Task prompt: Leaving the pictures aside, reproduce the data in full and word for word.

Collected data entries
____
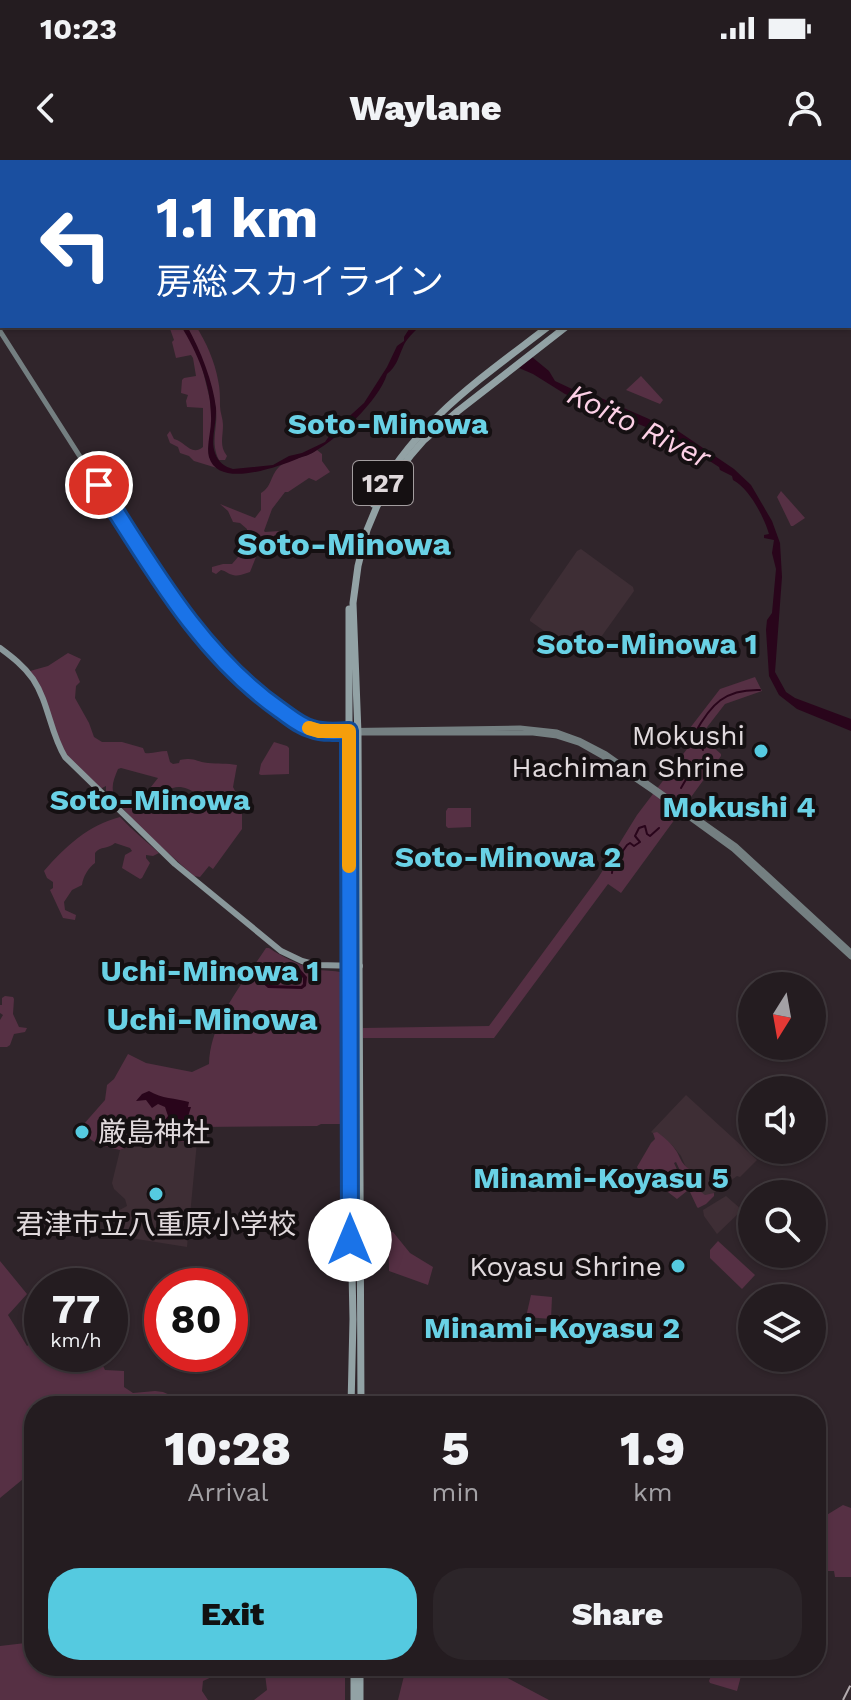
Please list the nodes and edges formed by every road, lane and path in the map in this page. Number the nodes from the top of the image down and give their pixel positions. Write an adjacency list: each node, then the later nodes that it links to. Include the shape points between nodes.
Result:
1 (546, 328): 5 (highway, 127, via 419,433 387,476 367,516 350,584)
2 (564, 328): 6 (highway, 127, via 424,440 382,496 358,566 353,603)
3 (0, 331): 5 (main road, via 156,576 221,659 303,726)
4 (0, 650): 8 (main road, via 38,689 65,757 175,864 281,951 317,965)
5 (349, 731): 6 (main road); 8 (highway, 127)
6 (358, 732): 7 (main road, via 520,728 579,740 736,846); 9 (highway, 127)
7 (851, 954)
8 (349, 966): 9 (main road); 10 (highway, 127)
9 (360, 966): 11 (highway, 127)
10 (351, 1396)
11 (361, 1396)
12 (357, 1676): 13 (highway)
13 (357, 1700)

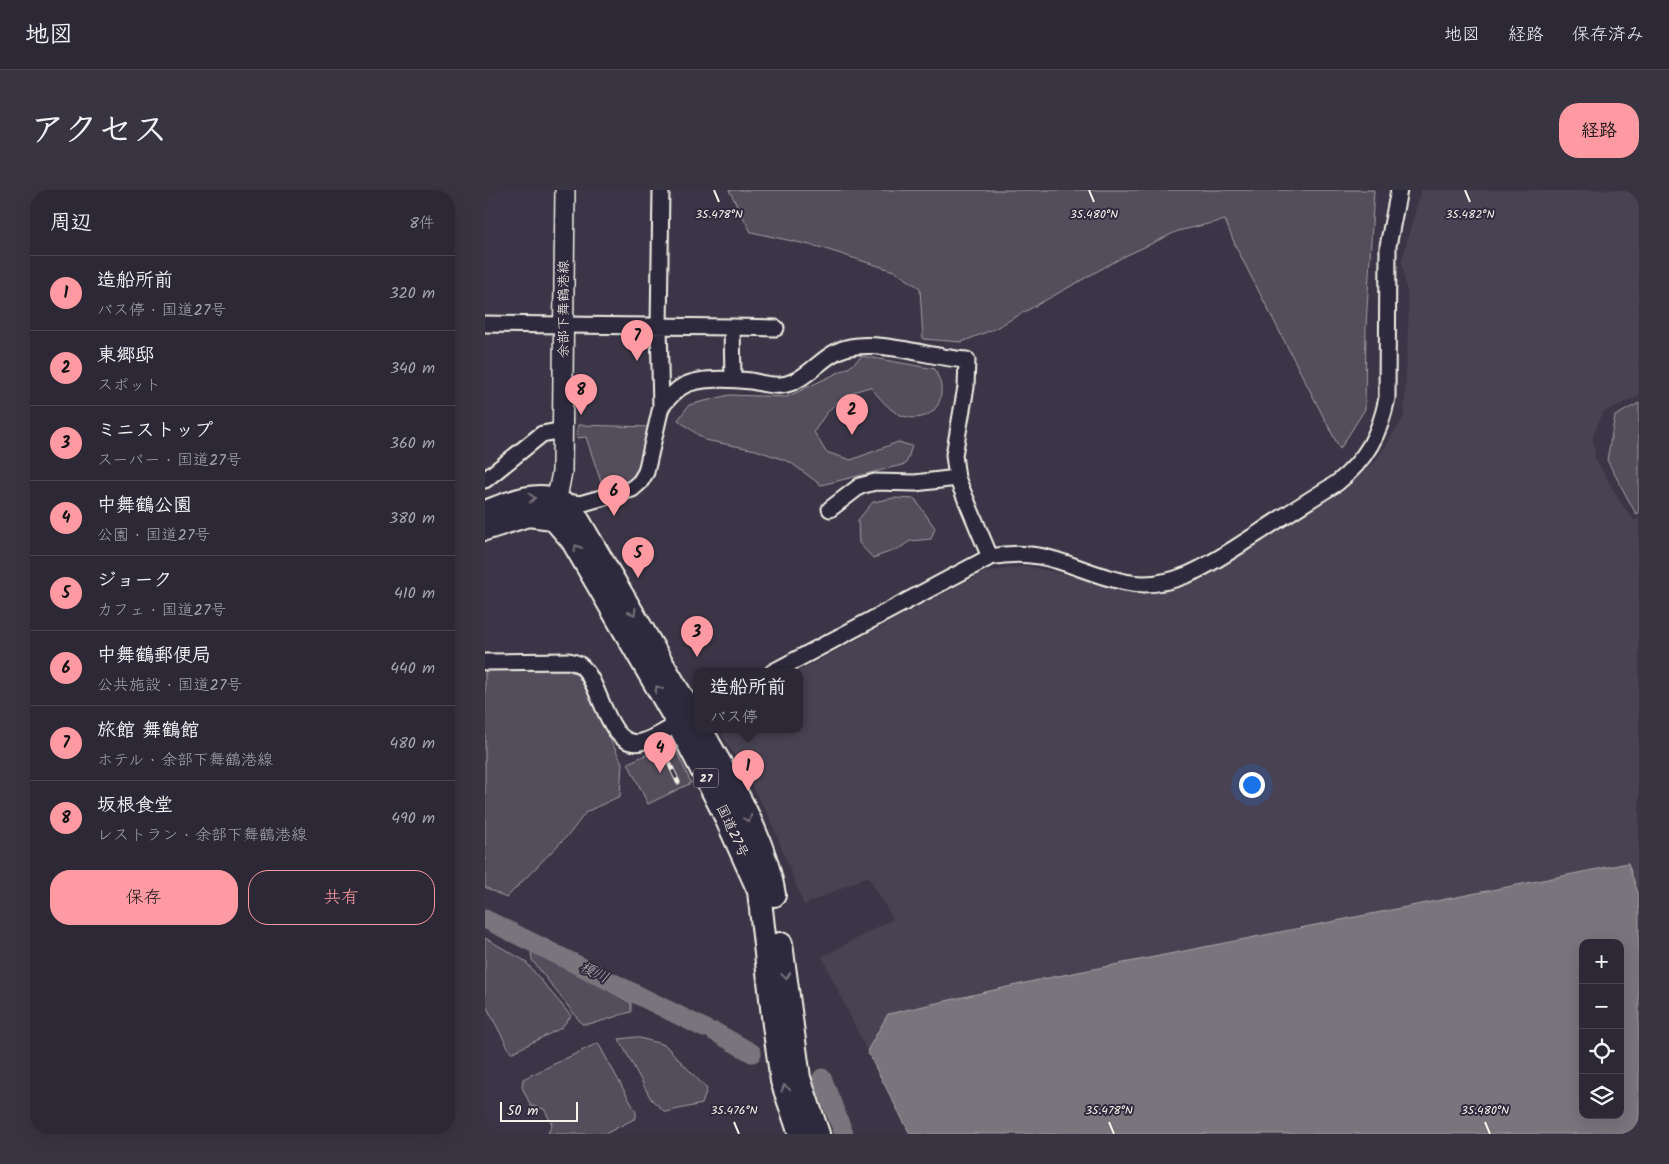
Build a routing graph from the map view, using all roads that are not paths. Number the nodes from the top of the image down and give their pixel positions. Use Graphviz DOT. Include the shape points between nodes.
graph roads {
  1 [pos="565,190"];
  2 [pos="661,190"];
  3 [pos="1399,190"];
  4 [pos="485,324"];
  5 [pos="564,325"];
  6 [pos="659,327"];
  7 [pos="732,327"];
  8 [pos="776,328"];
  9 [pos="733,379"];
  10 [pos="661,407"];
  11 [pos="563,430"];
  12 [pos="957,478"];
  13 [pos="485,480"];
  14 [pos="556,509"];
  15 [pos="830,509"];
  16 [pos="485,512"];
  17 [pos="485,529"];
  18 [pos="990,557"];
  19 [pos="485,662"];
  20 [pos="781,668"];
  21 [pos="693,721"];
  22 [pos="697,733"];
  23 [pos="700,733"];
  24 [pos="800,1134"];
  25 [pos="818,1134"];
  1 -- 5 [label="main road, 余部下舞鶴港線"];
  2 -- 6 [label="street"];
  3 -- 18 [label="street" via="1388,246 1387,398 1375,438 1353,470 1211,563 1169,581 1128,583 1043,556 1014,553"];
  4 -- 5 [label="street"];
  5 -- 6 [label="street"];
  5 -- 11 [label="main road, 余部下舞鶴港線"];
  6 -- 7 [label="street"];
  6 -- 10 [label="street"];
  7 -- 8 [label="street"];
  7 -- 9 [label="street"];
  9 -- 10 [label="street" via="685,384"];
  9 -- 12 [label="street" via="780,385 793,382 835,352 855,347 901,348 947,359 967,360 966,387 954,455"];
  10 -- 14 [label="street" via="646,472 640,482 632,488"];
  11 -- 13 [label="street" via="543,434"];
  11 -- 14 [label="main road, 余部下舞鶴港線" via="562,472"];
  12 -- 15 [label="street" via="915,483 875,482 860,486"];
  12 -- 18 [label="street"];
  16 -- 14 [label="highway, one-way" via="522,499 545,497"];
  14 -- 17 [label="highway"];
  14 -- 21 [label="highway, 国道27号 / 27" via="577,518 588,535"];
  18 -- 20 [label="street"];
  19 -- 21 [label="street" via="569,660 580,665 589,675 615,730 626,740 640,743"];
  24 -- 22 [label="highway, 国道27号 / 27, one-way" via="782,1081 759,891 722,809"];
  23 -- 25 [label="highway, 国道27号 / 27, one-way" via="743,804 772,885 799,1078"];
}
____
Written reply:
Please list the nodes and edges formed by every road, lane and path in the map in this page. Number the nodes from the top of the image down and give their pixel positions. Write an adjacency list: each node, then the later nodes that it links to. Include the shape points between nodes.
Result:
1 (546, 328): 5 (highway, 127, via 419,433 387,476 367,516 350,584)
2 (564, 328): 6 (highway, 127, via 424,440 382,496 358,566 353,603)
3 (0, 331): 5 (main road, via 156,576 221,659 303,726)
4 (0, 650): 8 (main road, via 38,689 65,757 175,864 281,951 317,965)
5 (349, 731): 6 (main road); 8 (highway, 127)
6 (358, 732): 7 (main road, via 520,728 579,740 736,846); 9 (highway, 127)
7 (851, 954)
8 (349, 966): 9 (main road); 10 (highway, 127)
9 (360, 966): 11 (highway, 127)
10 (351, 1396)
11 (361, 1396)
12 (357, 1676): 13 (highway)
13 (357, 1700)

Build a routing graph from the map view, using all roads that are not paths. Number the nodes from the top of the image down and give their pixel positions. Use Graphviz DOT. Include the shape points between nodes.
graph roads {
  1 [pos="565,190"];
  2 [pos="661,190"];
  3 [pos="1399,190"];
  4 [pos="485,324"];
  5 [pos="564,325"];
  6 [pos="659,327"];
  7 [pos="732,327"];
  8 [pos="776,328"];
  9 [pos="733,379"];
  10 [pos="661,407"];
  11 [pos="563,430"];
  12 [pos="957,478"];
  13 [pos="485,480"];
  14 [pos="556,509"];
  15 [pos="830,509"];
  16 [pos="485,512"];
  17 [pos="485,529"];
  18 [pos="990,557"];
  19 [pos="485,662"];
  20 [pos="781,668"];
  21 [pos="693,721"];
  22 [pos="697,733"];
  23 [pos="700,733"];
  24 [pos="800,1134"];
  25 [pos="818,1134"];
  1 -- 5 [label="main road, 余部下舞鶴港線"];
  2 -- 6 [label="street"];
  3 -- 18 [label="street" via="1388,246 1387,398 1375,438 1353,470 1211,563 1169,581 1128,583 1043,556 1014,553"];
  4 -- 5 [label="street"];
  5 -- 6 [label="street"];
  5 -- 11 [label="main road, 余部下舞鶴港線"];
  6 -- 7 [label="street"];
  6 -- 10 [label="street"];
  7 -- 8 [label="street"];
  7 -- 9 [label="street"];
  9 -- 10 [label="street" via="685,384"];
  9 -- 12 [label="street" via="780,385 793,382 835,352 855,347 901,348 947,359 967,360 966,387 954,455"];
  10 -- 14 [label="street" via="646,472 640,482 632,488"];
  11 -- 13 [label="street" via="543,434"];
  11 -- 14 [label="main road, 余部下舞鶴港線" via="562,472"];
  12 -- 15 [label="street" via="915,483 875,482 860,486"];
  12 -- 18 [label="street"];
  16 -- 14 [label="highway, one-way" via="522,499 545,497"];
  14 -- 17 [label="highway"];
  14 -- 21 [label="highway, 国道27号 / 27" via="577,518 588,535"];
  18 -- 20 [label="street"];
  19 -- 21 [label="street" via="569,660 580,665 589,675 615,730 626,740 640,743"];
  24 -- 22 [label="highway, 国道27号 / 27, one-way" via="782,1081 759,891 722,809"];
  23 -- 25 [label="highway, 国道27号 / 27, one-way" via="743,804 772,885 799,1078"];
}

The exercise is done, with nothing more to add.